L'ONG a également affirmé que la prison était encerclée par les forces kurdes, avec le soutien des forces aériennes de la coalition internationale.
- Exode de civils -
"Des combats intenses" ont eu lieu dans des quartiers situés au nord de la prison, et des raids ont fait plus de 20 morts parmi les combattants de l'EI, selon un communiqué publié samedi par les FDS qui ont saisi des ceintures explosives, des armes et des munitions.
Un correspondant de l'AFP a vu samedi des combattants kurdes mener des raids dans des maisons situées près de la prison pendant que des hélicoptères de la coalition survolaient les environs.
Des combattants kurdes étaient rassemblés autour des corps de cinq jihadistes présumés, a-t-il rapporté.
Les combats ont par ailleurs déclenché un exode de civils qui devaient fuir dans un froid mordant.
"Des milliers de personnes ont quitté leurs maisons près de la prison, fuyant vers les zones voisines où vivent leurs proches", a déclaré à l'AFP Sheikhmous Ahmed, un responsable de l'administration de la région kurde semi-autonome.
Certains toutefois n'avaient nulle part où aller: "Nous n'avons que Dieu", a confié Abou Anas, en quittant son quartier avec sa femme et leur quatre enfants.
Dans une vidéo diffusée samedi sur son organe de propagande Amaq, l'EI dit montrer des jihadistes s'infiltrant dans la prison au début de l'attaque, et encerclant ce qui semble être un groupe de gardiens. L'AFP n'a pu vérifier de façon indépendante l'authenticité de cette vidéo.
La veille, l'EI avait déjà revendiqué dans un communiqué l'attaque, indiquant que l'objectif était "de libérer les prisonniers".
Selon Nicholas Heras, du Newlines Institute à Washington, "les évasions de prison représentent la meilleure opportunité pour l'EI de retrouver sa force (...) et la prison de Ghwayran est une bonne cible car elle est surpeuplée".
- "Responsabilités" -
De nombreuses prisons aux mains des Kurdes étaient à l'origine des écoles et donc mal adaptées pour garder des détenus sur le long terme.
Selon les autorités kurdes, quelque 12.000 jihadistes de plus de 50 nationalités sont détenus dans leurs prisons.
Pour Abdelkarim Omar, haut responsable de la politique étrangère de l'administration kurde, l'attaque de l'EI contre la prison de Ghwayran est due à "l'incapacité de la communauté internationale à assumer ses responsabilités".
Les Kurdes réclament le rapatriement de milliers de prisonniers jihadistes qui ont notamment des nationalités européennes mais la plupart des pays auxquels ils s'adressent rechignent à reprendre leurs citoyens.

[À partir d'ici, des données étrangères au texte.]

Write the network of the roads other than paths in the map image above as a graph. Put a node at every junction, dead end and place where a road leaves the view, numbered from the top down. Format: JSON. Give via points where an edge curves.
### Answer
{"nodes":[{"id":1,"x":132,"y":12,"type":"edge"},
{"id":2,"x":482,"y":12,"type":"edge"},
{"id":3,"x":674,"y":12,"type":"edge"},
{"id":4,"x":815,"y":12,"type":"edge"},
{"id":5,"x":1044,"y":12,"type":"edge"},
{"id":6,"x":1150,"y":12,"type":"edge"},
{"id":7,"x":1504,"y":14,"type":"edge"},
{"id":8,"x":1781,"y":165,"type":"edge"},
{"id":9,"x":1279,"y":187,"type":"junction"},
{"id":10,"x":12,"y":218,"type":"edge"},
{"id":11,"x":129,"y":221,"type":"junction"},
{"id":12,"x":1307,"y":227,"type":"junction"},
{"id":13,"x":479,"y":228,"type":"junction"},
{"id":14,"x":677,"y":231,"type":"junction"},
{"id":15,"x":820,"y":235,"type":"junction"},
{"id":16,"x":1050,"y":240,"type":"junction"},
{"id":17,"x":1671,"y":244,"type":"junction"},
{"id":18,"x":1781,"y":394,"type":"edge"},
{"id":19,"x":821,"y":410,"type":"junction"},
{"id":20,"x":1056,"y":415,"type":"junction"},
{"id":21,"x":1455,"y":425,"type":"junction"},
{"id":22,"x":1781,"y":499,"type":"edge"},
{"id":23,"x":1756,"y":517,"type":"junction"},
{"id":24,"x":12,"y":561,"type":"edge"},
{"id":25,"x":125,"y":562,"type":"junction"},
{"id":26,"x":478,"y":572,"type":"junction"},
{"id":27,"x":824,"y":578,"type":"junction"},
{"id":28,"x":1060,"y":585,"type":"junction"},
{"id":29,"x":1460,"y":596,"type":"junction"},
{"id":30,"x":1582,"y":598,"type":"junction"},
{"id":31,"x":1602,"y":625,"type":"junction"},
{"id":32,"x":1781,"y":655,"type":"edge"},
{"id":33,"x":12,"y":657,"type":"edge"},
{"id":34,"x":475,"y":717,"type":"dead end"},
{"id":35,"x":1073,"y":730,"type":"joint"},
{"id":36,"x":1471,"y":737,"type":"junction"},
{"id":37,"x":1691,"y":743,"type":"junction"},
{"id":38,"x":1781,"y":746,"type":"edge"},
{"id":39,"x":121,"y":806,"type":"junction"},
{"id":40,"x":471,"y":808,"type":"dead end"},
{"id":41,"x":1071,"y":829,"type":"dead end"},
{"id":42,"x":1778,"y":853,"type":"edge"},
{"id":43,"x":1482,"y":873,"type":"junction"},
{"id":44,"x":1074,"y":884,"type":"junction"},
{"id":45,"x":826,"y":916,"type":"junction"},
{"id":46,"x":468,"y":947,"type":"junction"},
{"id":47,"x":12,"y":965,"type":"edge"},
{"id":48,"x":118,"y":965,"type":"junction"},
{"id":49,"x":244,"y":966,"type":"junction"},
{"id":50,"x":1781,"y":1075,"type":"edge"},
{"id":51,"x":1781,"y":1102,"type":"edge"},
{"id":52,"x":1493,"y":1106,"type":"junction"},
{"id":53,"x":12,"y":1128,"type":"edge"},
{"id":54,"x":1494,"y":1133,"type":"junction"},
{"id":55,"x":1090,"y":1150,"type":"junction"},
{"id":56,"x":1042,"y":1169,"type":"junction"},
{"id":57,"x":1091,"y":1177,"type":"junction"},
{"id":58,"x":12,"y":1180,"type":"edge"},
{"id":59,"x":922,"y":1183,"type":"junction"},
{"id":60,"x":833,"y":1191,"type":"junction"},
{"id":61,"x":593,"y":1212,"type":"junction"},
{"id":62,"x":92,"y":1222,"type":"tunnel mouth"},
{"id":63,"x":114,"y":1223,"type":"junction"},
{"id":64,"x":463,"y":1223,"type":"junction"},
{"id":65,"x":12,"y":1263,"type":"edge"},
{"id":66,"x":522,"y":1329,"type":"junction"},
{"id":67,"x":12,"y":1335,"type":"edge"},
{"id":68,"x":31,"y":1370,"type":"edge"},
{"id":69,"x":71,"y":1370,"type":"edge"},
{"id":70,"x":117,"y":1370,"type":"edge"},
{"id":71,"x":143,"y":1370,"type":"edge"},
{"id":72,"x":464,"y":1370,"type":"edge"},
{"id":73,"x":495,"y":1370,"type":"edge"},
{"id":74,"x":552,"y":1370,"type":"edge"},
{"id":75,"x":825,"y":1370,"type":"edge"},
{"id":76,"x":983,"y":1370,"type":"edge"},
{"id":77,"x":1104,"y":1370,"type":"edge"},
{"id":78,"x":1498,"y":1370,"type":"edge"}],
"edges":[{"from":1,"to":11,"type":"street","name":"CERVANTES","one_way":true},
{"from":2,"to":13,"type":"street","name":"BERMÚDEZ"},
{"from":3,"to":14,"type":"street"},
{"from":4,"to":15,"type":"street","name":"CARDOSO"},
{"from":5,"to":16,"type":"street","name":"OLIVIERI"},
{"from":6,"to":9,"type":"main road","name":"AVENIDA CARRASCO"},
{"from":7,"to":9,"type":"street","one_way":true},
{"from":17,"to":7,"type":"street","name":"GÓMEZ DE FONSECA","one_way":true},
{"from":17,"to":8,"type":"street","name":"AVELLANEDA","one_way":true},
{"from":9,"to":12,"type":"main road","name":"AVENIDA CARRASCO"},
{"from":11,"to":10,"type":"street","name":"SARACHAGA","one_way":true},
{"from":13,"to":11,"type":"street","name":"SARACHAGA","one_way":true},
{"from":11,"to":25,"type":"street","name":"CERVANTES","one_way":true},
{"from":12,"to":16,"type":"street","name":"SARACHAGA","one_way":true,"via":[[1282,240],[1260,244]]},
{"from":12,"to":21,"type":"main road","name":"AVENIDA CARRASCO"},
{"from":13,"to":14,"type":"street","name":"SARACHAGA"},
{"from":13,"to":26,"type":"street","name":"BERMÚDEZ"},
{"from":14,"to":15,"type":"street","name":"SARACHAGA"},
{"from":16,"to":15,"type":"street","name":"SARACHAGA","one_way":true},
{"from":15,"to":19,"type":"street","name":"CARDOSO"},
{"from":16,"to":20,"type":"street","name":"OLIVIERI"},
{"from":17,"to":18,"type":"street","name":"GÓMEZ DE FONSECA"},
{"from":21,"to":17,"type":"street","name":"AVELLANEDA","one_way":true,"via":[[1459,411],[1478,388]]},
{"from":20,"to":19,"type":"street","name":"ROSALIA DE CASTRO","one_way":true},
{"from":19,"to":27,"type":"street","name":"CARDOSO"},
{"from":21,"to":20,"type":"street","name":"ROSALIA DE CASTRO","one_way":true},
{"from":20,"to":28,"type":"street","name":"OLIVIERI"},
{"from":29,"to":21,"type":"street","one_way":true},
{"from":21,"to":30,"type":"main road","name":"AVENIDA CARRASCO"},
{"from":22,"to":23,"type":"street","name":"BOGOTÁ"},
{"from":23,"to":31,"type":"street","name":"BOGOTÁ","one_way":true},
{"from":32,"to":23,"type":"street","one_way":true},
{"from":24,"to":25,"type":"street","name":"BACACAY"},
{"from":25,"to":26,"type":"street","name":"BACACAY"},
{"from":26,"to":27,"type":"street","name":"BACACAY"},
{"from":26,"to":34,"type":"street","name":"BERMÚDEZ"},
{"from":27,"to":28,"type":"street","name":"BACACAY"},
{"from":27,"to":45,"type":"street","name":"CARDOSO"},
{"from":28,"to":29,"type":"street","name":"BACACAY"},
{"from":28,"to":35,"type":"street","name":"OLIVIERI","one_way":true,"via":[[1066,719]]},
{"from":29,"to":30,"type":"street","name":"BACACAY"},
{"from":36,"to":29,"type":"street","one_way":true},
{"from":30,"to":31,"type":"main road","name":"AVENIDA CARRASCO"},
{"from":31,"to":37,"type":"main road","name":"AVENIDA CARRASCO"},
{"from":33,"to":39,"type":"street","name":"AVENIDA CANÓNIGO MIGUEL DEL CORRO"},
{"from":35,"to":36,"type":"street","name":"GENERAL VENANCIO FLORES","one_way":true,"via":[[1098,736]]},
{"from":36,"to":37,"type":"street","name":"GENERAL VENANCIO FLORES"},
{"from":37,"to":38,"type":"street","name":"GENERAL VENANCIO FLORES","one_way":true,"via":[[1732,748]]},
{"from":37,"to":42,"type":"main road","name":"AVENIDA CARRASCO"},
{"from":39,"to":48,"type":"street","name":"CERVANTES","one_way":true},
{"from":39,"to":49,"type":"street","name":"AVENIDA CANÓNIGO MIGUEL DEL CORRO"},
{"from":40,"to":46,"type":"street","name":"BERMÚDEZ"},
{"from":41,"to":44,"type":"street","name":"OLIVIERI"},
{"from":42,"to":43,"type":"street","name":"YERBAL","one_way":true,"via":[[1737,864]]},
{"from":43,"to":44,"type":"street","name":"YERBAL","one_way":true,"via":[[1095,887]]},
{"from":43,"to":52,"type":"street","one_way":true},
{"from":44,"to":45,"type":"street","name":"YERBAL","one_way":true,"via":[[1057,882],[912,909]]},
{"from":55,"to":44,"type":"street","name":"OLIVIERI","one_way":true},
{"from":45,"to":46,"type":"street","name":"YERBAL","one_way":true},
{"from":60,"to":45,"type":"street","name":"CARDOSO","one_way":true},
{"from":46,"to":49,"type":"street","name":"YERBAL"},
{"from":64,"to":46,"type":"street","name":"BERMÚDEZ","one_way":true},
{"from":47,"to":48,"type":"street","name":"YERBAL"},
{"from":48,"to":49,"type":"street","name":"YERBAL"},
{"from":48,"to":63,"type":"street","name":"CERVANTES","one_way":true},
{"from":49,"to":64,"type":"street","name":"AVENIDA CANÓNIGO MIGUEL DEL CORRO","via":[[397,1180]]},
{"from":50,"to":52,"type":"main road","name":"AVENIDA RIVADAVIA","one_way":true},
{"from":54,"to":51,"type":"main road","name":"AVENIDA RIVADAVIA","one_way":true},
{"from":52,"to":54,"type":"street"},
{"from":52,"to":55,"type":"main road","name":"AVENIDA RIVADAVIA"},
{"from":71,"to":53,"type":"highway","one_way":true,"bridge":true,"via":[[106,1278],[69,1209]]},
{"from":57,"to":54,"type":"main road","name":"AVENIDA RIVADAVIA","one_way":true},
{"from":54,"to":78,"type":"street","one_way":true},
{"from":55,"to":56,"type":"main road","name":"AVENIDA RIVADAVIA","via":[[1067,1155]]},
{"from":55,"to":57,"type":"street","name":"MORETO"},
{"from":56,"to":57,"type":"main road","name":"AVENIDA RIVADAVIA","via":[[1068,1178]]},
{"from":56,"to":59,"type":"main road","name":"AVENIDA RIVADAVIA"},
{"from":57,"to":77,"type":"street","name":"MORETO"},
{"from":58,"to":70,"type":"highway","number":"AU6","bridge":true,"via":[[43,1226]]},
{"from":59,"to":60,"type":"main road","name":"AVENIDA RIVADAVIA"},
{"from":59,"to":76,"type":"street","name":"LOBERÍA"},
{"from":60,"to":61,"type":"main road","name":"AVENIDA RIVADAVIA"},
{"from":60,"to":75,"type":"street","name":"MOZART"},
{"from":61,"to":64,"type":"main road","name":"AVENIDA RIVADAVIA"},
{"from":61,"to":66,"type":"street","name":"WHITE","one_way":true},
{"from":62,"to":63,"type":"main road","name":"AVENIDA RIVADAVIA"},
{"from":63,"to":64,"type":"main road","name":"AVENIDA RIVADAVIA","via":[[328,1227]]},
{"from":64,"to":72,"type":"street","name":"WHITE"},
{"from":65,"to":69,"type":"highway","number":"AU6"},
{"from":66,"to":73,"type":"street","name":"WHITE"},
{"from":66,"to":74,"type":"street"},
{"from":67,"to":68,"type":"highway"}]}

Déclenchée en mars 2011 par la répression de manifestations prodémocratie, la guerre en Syrie s'est complexifiée au fil des ans avec l'implication de puissances régionales et internationales et la montée en puissance des jihadistes.
Le conflit a fait environ 500.000 morts, dévasté les infrastructures du pays et déplacé des millions de personnes depuis son déclenchement.